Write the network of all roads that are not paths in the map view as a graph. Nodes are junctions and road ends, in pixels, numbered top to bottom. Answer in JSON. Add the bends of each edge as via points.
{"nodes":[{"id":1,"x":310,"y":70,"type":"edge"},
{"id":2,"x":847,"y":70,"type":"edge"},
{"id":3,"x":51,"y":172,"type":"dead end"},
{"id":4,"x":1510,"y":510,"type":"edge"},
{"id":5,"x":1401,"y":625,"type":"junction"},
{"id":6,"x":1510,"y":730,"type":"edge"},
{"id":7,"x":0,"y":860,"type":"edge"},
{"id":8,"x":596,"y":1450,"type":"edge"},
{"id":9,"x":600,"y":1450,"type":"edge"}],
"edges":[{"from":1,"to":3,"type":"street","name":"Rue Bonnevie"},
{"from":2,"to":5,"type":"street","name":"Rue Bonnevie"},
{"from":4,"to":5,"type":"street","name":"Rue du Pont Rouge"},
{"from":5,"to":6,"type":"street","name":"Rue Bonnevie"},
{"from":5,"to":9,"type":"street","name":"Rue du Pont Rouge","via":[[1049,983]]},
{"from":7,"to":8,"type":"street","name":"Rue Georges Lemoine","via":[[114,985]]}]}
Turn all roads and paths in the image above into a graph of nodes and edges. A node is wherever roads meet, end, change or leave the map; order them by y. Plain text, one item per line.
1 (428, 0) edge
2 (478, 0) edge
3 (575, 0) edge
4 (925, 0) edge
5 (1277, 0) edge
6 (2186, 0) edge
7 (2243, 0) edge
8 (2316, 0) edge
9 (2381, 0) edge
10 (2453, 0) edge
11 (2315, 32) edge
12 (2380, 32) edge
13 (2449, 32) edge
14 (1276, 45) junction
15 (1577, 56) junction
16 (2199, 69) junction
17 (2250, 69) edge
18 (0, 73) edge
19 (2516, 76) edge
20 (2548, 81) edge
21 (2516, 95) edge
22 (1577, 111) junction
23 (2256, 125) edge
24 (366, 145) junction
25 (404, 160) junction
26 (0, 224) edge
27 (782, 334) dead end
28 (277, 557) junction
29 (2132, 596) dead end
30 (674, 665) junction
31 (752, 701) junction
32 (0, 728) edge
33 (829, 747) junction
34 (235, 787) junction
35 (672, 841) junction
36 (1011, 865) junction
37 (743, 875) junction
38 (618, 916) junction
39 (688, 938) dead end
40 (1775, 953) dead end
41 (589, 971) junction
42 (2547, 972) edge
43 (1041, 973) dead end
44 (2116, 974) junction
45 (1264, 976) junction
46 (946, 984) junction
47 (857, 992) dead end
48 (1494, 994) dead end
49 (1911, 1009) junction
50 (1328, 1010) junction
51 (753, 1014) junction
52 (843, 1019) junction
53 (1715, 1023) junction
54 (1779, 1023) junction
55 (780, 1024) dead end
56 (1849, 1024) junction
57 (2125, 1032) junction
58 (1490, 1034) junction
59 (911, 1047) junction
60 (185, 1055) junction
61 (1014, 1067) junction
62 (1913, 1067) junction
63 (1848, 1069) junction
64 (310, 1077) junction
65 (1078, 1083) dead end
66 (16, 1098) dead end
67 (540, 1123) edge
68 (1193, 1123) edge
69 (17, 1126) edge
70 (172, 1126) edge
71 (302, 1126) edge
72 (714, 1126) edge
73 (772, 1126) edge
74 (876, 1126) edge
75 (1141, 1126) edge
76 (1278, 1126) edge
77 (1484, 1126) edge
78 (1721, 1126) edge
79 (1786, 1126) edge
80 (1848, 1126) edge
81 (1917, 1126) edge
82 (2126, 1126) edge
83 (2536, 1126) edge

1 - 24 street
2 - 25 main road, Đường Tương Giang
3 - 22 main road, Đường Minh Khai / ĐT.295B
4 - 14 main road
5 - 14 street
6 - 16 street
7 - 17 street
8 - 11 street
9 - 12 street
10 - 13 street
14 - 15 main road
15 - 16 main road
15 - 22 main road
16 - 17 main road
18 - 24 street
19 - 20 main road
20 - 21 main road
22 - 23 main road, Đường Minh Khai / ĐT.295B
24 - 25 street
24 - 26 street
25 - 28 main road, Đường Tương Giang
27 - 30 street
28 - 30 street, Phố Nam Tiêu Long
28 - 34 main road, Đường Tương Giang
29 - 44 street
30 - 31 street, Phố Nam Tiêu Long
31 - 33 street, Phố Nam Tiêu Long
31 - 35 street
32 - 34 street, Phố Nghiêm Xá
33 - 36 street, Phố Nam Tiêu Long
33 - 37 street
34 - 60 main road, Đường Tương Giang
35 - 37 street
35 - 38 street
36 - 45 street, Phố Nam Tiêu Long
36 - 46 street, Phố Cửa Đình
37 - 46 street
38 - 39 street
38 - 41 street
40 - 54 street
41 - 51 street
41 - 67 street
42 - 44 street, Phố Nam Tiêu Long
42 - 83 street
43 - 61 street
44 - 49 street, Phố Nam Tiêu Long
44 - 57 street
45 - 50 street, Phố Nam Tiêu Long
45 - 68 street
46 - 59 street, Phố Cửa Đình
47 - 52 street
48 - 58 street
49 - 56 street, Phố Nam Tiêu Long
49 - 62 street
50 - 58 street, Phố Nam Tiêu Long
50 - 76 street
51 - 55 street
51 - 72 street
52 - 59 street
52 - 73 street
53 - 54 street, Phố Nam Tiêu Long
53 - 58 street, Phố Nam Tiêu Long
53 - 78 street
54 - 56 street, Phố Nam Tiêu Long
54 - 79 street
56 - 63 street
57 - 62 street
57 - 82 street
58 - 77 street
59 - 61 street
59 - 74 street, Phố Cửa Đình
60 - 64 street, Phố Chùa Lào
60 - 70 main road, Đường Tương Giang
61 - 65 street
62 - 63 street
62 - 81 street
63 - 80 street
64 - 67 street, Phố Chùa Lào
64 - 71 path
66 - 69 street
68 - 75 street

▶ PROBLEM:
I'd like the material repeated word for word, please.

▶ EXERCISE OUTPUT:
Write the network of all roads that are not paths in the map view as a graph. Nodes are junctions and road ends, in pixels, numbered top to bottom. Answer in JSON. Add the bends of each edge as via points.
{"nodes":[{"id":1,"x":310,"y":70,"type":"edge"},
{"id":2,"x":847,"y":70,"type":"edge"},
{"id":3,"x":51,"y":172,"type":"dead end"},
{"id":4,"x":1510,"y":510,"type":"edge"},
{"id":5,"x":1401,"y":625,"type":"junction"},
{"id":6,"x":1510,"y":730,"type":"edge"},
{"id":7,"x":0,"y":860,"type":"edge"},
{"id":8,"x":596,"y":1450,"type":"edge"},
{"id":9,"x":600,"y":1450,"type":"edge"}],
"edges":[{"from":1,"to":3,"type":"street","name":"Rue Bonnevie"},
{"from":2,"to":5,"type":"street","name":"Rue Bonnevie"},
{"from":4,"to":5,"type":"street","name":"Rue du Pont Rouge"},
{"from":5,"to":6,"type":"street","name":"Rue Bonnevie"},
{"from":5,"to":9,"type":"street","name":"Rue du Pont Rouge","via":[[1049,983]]},
{"from":7,"to":8,"type":"street","name":"Rue Georges Lemoine","via":[[114,985]]}]}
Turn all roads and paths in the image above into a graph of nodes and edges. A node is wherever roads meet, end, change or leave the map; order them by y. Plain text, one item per line.
1 (428, 0) edge
2 (478, 0) edge
3 (575, 0) edge
4 (925, 0) edge
5 (1277, 0) edge
6 (2186, 0) edge
7 (2243, 0) edge
8 (2316, 0) edge
9 (2381, 0) edge
10 (2453, 0) edge
11 (2315, 32) edge
12 (2380, 32) edge
13 (2449, 32) edge
14 (1276, 45) junction
15 (1577, 56) junction
16 (2199, 69) junction
17 (2250, 69) edge
18 (0, 73) edge
19 (2516, 76) edge
20 (2548, 81) edge
21 (2516, 95) edge
22 (1577, 111) junction
23 (2256, 125) edge
24 (366, 145) junction
25 (404, 160) junction
26 (0, 224) edge
27 (782, 334) dead end
28 (277, 557) junction
29 (2132, 596) dead end
30 (674, 665) junction
31 (752, 701) junction
32 (0, 728) edge
33 (829, 747) junction
34 (235, 787) junction
35 (672, 841) junction
36 (1011, 865) junction
37 (743, 875) junction
38 (618, 916) junction
39 (688, 938) dead end
40 (1775, 953) dead end
41 (589, 971) junction
42 (2547, 972) edge
43 (1041, 973) dead end
44 (2116, 974) junction
45 (1264, 976) junction
46 (946, 984) junction
47 (857, 992) dead end
48 (1494, 994) dead end
49 (1911, 1009) junction
50 (1328, 1010) junction
51 (753, 1014) junction
52 (843, 1019) junction
53 (1715, 1023) junction
54 (1779, 1023) junction
55 (780, 1024) dead end
56 (1849, 1024) junction
57 (2125, 1032) junction
58 (1490, 1034) junction
59 (911, 1047) junction
60 (185, 1055) junction
61 (1014, 1067) junction
62 (1913, 1067) junction
63 (1848, 1069) junction
64 (310, 1077) junction
65 (1078, 1083) dead end
66 (16, 1098) dead end
67 (540, 1123) edge
68 (1193, 1123) edge
69 (17, 1126) edge
70 (172, 1126) edge
71 (302, 1126) edge
72 (714, 1126) edge
73 (772, 1126) edge
74 (876, 1126) edge
75 (1141, 1126) edge
76 (1278, 1126) edge
77 (1484, 1126) edge
78 (1721, 1126) edge
79 (1786, 1126) edge
80 (1848, 1126) edge
81 (1917, 1126) edge
82 (2126, 1126) edge
83 (2536, 1126) edge

1 - 24 street
2 - 25 main road, Đường Tương Giang
3 - 22 main road, Đường Minh Khai / ĐT.295B
4 - 14 main road
5 - 14 street
6 - 16 street
7 - 17 street
8 - 11 street
9 - 12 street
10 - 13 street
14 - 15 main road
15 - 16 main road
15 - 22 main road
16 - 17 main road
18 - 24 street
19 - 20 main road
20 - 21 main road
22 - 23 main road, Đường Minh Khai / ĐT.295B
24 - 25 street
24 - 26 street
25 - 28 main road, Đường Tương Giang
27 - 30 street
28 - 30 street, Phố Nam Tiêu Long
28 - 34 main road, Đường Tương Giang
29 - 44 street
30 - 31 street, Phố Nam Tiêu Long
31 - 33 street, Phố Nam Tiêu Long
31 - 35 street
32 - 34 street, Phố Nghiêm Xá
33 - 36 street, Phố Nam Tiêu Long
33 - 37 street
34 - 60 main road, Đường Tương Giang
35 - 37 street
35 - 38 street
36 - 45 street, Phố Nam Tiêu Long
36 - 46 street, Phố Cửa Đình
37 - 46 street
38 - 39 street
38 - 41 street
40 - 54 street
41 - 51 street
41 - 67 street
42 - 44 street, Phố Nam Tiêu Long
42 - 83 street
43 - 61 street
44 - 49 street, Phố Nam Tiêu Long
44 - 57 street
45 - 50 street, Phố Nam Tiêu Long
45 - 68 street
46 - 59 street, Phố Cửa Đình
47 - 52 street
48 - 58 street
49 - 56 street, Phố Nam Tiêu Long
49 - 62 street
50 - 58 street, Phố Nam Tiêu Long
50 - 76 street
51 - 55 street
51 - 72 street
52 - 59 street
52 - 73 street
53 - 54 street, Phố Nam Tiêu Long
53 - 58 street, Phố Nam Tiêu Long
53 - 78 street
54 - 56 street, Phố Nam Tiêu Long
54 - 79 street
56 - 63 street
57 - 62 street
57 - 82 street
58 - 77 street
59 - 61 street
59 - 74 street, Phố Cửa Đình
60 - 64 street, Phố Chùa Lào
60 - 70 main road, Đường Tương Giang
61 - 65 street
62 - 63 street
62 - 81 street
63 - 80 street
64 - 67 street, Phố Chùa Lào
64 - 71 path
66 - 69 street
68 - 75 street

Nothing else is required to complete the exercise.